[Scribus] Crash and export problems.

Craig Ringer craig
Wed Jan 18 03:15:02 CET 2006


On Tue, Jan 17, 2006 at 04:14:35PM +0100, Mark Nowiasz wrote:

> The bad news: I've encountered three problems:
> 
>      1. After finishing 30 pages I tried to moved some pages, the
>         program crashed (signal 11). Unfortunately, the document was
>         corrupt - when I tried to load the document, scribus did also
>         crash. After recovering from my shock, I managed to correct the
>         document using a plain editor. To prevent this, it would be a
>         good idea if scribus won't save the document in case of crashed
>         - or save an emergency copy, but it's not a good idea to
>         overwrite the file on disk.

This is very odd. Scribus should __NEVER__ overwrite the original file
if it's forced to exit suddenly, for the very reason that it might
corrupt the file. An emergency save should be generated instead.

What version of Scribus are you using?

>      2. For reasons unknown to me, the printer wants the pages as images
>         - jpeg preferred - I know it sounds odd, and I myself consider
>         it to be *very* strange. When exporting pages as images, the
>         text looks really bad - no matter which resolution I choose.
>         Apparently no anti-aliasing is being applied.

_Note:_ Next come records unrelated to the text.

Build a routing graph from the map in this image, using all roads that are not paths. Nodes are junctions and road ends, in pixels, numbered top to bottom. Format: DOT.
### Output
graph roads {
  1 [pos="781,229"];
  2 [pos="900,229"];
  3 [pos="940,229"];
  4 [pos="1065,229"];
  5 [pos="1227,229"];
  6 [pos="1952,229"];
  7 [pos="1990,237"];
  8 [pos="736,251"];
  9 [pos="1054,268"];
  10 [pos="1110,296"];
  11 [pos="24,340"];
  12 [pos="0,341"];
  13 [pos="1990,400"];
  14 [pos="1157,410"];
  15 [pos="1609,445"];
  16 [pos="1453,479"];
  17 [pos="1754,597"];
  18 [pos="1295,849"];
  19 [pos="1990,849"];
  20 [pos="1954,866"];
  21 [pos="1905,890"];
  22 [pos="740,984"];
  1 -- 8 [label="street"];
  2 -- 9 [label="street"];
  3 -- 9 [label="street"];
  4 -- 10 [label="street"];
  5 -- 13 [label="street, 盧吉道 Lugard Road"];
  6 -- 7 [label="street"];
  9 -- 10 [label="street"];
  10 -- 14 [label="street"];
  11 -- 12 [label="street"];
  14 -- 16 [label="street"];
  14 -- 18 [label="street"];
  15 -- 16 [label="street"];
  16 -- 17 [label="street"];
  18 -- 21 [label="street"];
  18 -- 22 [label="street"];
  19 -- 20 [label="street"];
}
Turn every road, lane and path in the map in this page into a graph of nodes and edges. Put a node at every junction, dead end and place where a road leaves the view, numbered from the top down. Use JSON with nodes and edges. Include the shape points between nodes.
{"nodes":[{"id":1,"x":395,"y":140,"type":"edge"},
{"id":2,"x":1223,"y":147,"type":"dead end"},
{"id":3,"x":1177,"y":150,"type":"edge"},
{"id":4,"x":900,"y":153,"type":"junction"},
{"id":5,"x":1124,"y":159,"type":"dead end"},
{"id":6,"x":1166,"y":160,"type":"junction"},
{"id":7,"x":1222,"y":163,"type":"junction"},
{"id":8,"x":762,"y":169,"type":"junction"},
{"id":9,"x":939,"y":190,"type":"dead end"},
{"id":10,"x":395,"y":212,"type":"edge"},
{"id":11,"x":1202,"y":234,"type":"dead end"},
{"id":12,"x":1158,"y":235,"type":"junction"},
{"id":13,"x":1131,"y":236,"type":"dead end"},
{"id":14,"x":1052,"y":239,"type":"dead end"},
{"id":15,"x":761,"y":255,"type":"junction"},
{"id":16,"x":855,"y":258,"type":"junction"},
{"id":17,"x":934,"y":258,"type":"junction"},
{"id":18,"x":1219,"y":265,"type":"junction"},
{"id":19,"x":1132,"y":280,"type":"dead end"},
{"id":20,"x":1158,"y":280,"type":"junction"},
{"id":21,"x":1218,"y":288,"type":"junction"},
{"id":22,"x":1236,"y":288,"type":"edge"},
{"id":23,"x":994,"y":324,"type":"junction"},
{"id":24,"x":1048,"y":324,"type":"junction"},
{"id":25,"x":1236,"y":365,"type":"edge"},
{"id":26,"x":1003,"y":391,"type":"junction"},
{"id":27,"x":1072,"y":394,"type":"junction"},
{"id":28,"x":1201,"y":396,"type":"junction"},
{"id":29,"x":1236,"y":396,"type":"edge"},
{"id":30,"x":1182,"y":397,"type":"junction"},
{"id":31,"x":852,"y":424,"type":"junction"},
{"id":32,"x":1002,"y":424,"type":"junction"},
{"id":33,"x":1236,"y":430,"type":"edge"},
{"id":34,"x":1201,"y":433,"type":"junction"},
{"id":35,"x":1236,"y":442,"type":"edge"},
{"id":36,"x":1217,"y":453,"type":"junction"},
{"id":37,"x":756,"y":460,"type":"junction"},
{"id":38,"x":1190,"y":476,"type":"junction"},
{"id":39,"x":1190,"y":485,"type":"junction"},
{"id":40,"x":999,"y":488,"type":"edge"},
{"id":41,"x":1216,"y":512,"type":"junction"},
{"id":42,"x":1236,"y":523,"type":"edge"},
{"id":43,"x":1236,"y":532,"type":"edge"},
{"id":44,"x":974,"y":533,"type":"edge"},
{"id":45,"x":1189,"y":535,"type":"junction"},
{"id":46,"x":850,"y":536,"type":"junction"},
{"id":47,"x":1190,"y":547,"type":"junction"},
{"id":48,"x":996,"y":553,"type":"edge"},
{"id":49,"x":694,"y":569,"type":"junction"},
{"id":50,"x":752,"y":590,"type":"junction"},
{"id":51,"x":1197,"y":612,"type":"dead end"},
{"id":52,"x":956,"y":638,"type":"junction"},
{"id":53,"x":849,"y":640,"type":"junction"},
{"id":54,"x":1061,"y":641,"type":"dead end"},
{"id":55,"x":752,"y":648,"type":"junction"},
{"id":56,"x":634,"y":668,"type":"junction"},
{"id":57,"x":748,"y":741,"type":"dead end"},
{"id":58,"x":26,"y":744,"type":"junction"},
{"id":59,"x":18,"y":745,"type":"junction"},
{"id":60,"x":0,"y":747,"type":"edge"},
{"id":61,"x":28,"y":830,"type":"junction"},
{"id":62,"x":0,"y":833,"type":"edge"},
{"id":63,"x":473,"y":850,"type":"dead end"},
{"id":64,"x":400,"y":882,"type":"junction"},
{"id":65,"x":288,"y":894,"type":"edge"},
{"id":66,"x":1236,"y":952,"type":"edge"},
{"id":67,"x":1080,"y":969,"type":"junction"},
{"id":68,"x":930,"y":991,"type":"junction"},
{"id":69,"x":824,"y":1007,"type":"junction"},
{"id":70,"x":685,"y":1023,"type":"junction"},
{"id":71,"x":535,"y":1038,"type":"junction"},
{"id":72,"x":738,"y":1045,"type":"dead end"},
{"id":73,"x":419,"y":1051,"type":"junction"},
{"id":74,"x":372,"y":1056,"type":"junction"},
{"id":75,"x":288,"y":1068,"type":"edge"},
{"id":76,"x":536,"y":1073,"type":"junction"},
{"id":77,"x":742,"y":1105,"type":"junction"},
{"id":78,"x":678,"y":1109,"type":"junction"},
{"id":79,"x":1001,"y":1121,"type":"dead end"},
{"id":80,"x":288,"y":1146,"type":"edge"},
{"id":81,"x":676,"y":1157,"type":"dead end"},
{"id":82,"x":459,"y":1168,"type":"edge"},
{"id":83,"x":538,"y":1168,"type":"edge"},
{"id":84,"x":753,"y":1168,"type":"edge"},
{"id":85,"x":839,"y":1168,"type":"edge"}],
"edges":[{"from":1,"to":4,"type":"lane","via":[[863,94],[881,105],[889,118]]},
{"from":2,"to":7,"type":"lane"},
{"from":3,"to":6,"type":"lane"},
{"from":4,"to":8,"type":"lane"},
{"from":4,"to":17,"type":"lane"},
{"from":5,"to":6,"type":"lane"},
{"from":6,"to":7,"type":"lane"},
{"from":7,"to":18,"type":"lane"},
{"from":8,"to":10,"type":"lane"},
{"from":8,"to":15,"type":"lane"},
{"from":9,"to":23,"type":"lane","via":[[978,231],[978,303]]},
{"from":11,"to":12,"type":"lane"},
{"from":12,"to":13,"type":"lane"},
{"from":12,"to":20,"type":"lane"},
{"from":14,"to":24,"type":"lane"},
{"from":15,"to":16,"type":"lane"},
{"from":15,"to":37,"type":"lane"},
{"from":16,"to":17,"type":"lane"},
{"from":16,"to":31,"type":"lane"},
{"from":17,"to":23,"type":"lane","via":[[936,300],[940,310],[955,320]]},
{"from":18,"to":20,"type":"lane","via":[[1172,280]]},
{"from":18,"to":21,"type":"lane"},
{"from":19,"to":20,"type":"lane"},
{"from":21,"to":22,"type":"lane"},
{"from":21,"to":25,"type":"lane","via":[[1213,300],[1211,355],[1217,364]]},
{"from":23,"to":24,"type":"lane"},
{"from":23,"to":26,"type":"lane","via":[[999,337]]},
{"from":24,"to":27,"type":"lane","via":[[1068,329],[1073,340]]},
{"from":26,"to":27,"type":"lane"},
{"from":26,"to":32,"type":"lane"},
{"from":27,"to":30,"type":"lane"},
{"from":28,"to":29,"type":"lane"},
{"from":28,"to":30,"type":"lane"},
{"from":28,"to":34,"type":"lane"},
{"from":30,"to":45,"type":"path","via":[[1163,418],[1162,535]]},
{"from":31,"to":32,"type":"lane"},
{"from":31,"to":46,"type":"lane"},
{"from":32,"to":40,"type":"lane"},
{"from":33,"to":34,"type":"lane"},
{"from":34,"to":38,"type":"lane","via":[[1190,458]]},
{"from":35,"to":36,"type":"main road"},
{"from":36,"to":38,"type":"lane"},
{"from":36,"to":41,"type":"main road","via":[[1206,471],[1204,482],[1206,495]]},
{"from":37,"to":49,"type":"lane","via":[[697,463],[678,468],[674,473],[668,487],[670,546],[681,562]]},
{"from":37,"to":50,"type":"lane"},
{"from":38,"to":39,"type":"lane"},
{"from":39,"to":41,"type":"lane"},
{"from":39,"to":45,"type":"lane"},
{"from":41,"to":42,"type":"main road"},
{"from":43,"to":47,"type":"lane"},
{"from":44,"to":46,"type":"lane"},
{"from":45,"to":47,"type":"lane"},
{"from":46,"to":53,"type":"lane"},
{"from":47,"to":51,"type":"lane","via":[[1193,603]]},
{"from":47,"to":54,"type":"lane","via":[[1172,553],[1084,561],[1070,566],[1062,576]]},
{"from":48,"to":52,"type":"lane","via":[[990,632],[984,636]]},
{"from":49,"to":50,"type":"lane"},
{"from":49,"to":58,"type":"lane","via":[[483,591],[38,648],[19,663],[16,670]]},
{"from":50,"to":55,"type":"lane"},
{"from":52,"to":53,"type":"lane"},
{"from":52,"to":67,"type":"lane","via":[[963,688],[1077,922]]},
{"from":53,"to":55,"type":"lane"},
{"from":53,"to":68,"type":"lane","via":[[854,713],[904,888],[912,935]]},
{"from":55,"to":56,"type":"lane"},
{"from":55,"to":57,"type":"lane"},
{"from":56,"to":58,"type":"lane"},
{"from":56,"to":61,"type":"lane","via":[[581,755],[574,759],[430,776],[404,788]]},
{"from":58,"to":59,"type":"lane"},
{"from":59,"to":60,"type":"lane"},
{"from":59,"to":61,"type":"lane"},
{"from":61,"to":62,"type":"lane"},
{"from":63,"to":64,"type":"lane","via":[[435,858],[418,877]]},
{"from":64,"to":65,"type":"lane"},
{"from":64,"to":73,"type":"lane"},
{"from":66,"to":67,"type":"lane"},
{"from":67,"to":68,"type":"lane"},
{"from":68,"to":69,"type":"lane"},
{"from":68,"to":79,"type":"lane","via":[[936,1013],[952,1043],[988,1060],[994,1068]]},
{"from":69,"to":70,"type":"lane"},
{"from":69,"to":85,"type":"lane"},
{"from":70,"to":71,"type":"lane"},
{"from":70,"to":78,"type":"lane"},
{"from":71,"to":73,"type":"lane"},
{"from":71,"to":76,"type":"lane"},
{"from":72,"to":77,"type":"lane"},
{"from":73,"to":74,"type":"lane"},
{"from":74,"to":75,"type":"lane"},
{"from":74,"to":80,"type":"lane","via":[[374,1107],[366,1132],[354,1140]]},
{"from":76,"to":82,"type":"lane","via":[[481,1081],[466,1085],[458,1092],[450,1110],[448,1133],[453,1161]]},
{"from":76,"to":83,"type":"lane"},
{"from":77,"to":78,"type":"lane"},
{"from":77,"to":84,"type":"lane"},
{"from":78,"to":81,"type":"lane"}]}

Scribus's JPEG export is not pre-press quality (colour or resolution).
It's useful for page thumbnails and so on. It actually uses the display
engine to produce the jpeg.

This is on the TODO list to address, but I don't know of anyone planning
on working on it any time soon. To support it well would probably
require some significant work on the renderer. Since it's trivial for
most print shops to rasterise PDF files to TIFF or JPEG images if they
need to, this hasn't been a priority.

Note that you can always use GhostScript to produce raster images from
your PDF file output. This might be something to put up on the docs
site. Here's the sort of gs command line you'll usually want to use:

gs -dSAFER -dBATCH -dNOPAUSE -sDEVICE=tiff24nc \
-dTextAlphaBits=4 -dGraphicsAlphaBits=4 -r300x300 \
-sOutputFile=FILENAME-%d.tiff FILENAME.pdf

Here, -r300x300 says "render at 300 DPI".

-sOutputFile is the destination file(s). If the filename contains "%d",
the %d is replaced by the page number being output. This is useful for
rendering multi-page files.

-sDEVICE=tiff24nc tells gs to use a TIFF renderer with 24 bit colour.
This will be suitable for many uses. Other devices
you're likely to want include:
	tiff32nc:	32 bit colour TIFF image
	tiffgray:	Greyscale TIFF image
	tiffsep:	TIFF, separated into plates
	jpeg:		RGB colour JPEG
	jpeggray:	Greyscale JPEG
	psdcmyk:	CMYK Photoshop document (yes, modern GhostScript versions can write Photoshop documents!),
	psdrgb:		RGB Photoshop document
You can use `gs -h' to get a listing of all supported devices in your
verison and build. Unfortunately they don't come with any descriptive
text and there are some extremely obscure ones in the list, plus output
formats for various printers, so it can be a long and confusing list.
The ones listed above are some of the more common ones you'll need.

If you're using GhostScript for this, get the ABSOLUTE LATEST VERSION.
I cannot stress this enough. Each version of gs advances significantly
in PDF processing ability - and you should use Scribus's PDF output, not
it's PostScript, with gs.

Thinking about it, I should see what it'd take to have Scribus provide a
UI for using GhostScript for these transformations. It shouldn't be too
hard to do, and might benefit users considerably by providing
press-quality document rasterisation.

(mrdocs: Please feel free to plonk any of this info that may be useful
into docs).

>      3. The alternative to jpegs would be pdf - in a book format (Page 1
>         next to 40, etc.).Unfortunately, scribus does not support this -
>         and using pdf2ps -> psbook ist not an option: I tried and gs
>         quit after about 600 megabytes(!) of output.

Scribus supports arbitrary page orderings. While it can't automatically
produce out-of-order files, you can tell it to yourself.

In the PDF export dialog, instead of outputting "all pages", pick which
pages to send. In the text box for the list of pages, enter a list of
all pages you wish to export and the order you want them in, separated
by commas. For example, if I have a 4 page document I want to print
entirely in reverse, I can enter:

	3,4,2,1

This is common functionality for many programs (IIRC the same thing
works in MS Word, for example). In your case it should do the trick
nicely. It'll also fit in very well with the use of GhostScript to
post-process the PDF file into another format, as described above.